PROVIDED DATA Block Start
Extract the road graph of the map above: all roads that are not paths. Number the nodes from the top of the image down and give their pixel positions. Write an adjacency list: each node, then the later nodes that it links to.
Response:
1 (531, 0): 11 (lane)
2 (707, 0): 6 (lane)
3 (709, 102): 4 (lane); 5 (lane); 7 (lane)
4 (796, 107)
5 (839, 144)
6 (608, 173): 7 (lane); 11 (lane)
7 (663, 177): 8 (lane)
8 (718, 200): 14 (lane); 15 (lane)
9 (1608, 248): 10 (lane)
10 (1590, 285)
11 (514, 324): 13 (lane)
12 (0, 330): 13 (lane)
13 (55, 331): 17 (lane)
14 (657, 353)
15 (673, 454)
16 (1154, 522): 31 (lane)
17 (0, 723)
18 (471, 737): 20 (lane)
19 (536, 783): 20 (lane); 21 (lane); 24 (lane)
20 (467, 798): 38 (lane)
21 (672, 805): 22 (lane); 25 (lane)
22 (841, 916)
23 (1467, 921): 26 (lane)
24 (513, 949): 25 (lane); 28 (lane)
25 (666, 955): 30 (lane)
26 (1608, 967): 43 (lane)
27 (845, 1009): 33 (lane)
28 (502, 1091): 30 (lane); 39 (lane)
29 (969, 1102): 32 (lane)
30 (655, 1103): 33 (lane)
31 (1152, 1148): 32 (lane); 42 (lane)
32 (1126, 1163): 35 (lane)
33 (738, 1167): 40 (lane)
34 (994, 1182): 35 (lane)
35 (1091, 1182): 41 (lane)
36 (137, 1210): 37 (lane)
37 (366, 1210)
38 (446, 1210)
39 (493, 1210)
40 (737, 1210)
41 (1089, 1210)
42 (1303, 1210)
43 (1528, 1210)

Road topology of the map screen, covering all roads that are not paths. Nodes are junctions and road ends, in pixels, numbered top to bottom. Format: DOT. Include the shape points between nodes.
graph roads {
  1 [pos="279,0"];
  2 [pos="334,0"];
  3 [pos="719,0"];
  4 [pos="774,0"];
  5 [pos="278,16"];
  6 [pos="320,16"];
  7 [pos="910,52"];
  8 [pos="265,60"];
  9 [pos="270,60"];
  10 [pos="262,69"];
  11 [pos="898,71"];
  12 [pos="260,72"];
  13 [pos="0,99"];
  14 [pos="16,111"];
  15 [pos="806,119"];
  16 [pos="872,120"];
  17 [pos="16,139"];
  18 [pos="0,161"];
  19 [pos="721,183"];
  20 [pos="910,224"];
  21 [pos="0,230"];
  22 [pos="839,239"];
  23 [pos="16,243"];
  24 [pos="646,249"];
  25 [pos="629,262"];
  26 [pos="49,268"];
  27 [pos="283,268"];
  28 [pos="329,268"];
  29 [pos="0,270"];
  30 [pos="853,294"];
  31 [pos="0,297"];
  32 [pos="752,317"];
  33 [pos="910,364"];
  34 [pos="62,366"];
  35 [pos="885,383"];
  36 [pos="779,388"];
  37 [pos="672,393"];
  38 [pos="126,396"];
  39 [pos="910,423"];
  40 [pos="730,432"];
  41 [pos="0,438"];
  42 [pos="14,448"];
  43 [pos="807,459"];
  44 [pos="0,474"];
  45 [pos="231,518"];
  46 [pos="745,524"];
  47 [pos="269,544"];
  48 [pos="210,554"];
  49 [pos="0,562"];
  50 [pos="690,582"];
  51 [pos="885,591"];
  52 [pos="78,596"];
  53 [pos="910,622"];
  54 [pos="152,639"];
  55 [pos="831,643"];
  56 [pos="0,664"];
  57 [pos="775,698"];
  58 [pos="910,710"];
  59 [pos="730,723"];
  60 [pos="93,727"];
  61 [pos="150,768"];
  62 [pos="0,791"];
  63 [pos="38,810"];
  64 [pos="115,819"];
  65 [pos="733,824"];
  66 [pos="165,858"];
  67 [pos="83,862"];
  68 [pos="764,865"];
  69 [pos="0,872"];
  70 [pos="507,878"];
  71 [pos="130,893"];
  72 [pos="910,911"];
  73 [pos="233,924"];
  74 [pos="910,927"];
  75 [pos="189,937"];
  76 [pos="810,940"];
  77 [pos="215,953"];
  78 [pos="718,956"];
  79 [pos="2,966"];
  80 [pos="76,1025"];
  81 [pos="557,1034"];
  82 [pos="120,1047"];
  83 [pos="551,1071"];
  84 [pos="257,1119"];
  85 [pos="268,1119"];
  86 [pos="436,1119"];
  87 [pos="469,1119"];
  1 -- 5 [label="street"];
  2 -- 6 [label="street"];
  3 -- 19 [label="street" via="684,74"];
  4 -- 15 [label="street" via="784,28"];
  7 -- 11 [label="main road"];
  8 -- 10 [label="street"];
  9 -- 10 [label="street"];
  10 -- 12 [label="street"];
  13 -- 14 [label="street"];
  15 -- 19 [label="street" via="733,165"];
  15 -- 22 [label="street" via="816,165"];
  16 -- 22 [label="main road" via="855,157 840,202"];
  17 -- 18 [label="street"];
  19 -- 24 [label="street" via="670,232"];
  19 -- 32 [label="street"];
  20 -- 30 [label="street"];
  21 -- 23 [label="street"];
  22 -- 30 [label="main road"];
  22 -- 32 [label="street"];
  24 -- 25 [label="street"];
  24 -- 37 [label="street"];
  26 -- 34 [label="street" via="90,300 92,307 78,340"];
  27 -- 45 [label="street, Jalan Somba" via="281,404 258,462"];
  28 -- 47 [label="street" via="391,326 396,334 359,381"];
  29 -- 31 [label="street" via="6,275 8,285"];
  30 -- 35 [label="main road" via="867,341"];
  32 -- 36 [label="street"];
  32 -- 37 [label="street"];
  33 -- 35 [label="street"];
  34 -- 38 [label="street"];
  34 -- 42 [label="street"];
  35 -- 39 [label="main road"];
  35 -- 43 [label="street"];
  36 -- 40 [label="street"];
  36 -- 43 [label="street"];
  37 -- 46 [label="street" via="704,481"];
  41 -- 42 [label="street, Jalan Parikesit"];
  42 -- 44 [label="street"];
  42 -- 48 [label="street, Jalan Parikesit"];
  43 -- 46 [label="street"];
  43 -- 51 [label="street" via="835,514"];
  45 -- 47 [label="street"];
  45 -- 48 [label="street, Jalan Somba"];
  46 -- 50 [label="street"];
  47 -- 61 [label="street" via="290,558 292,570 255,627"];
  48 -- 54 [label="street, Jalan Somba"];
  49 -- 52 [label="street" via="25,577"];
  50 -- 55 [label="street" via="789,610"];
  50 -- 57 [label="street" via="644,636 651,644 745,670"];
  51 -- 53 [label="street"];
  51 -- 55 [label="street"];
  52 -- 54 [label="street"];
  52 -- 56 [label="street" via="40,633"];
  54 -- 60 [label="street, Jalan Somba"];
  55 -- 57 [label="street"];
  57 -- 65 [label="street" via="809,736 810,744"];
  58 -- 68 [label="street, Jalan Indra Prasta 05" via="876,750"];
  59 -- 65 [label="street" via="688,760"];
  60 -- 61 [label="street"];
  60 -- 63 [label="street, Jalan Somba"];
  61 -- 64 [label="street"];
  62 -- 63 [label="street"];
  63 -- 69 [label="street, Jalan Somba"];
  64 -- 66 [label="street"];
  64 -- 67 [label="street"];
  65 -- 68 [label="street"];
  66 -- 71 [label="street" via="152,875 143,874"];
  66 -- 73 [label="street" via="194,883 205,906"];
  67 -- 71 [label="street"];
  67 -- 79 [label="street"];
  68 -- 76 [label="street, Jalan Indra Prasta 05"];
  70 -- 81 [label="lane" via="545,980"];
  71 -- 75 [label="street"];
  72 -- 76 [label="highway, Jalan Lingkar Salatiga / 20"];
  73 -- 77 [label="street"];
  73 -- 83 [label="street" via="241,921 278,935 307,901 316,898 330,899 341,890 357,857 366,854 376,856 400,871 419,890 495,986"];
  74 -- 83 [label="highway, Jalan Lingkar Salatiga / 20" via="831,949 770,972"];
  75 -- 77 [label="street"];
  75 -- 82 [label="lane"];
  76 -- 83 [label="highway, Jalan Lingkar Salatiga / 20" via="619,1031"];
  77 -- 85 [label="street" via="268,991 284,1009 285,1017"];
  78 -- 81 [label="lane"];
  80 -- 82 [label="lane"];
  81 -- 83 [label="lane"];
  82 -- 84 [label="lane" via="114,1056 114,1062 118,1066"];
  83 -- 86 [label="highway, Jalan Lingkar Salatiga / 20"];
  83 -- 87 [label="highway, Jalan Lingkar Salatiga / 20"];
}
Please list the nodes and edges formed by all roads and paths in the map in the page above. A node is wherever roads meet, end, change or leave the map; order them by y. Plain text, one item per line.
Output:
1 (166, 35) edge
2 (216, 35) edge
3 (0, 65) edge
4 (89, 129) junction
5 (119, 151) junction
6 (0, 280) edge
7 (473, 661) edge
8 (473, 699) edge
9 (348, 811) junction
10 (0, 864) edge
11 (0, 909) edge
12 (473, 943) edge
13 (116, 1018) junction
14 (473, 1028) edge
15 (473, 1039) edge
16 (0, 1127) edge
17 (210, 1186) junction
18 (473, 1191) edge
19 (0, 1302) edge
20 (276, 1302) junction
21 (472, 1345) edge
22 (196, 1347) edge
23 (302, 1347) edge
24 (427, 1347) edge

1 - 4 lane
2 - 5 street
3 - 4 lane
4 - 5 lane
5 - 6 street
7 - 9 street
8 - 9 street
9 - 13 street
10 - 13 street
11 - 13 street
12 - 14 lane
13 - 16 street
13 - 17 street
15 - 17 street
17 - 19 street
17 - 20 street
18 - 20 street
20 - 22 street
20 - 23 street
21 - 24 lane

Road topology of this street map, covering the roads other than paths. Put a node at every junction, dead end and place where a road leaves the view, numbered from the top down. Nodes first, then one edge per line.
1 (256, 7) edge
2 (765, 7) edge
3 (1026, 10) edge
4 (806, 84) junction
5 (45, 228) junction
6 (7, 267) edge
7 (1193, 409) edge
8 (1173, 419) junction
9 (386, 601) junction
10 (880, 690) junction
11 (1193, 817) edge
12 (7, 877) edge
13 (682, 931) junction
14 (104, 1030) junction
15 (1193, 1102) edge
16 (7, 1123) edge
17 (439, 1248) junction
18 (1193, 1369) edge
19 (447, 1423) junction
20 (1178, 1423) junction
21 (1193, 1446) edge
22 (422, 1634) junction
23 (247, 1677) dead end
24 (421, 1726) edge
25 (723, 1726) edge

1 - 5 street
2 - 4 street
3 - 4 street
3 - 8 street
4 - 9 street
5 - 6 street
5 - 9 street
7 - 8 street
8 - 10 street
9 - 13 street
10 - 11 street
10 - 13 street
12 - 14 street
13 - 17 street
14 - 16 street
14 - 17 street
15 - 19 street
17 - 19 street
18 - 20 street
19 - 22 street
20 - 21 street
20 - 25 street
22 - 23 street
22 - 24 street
PROVIDED DATA Block End
AIM OF THE TASK:
With "main" as the string to match, show every line of the entries above that has it.

REPLY:
  7 -- 11 [label="main road"];
  16 -- 22 [label="main road" via="855,157 840,202"];
  22 -- 30 [label="main road"];
  30 -- 35 [label="main road" via="867,341"];
  35 -- 39 [label="main road"];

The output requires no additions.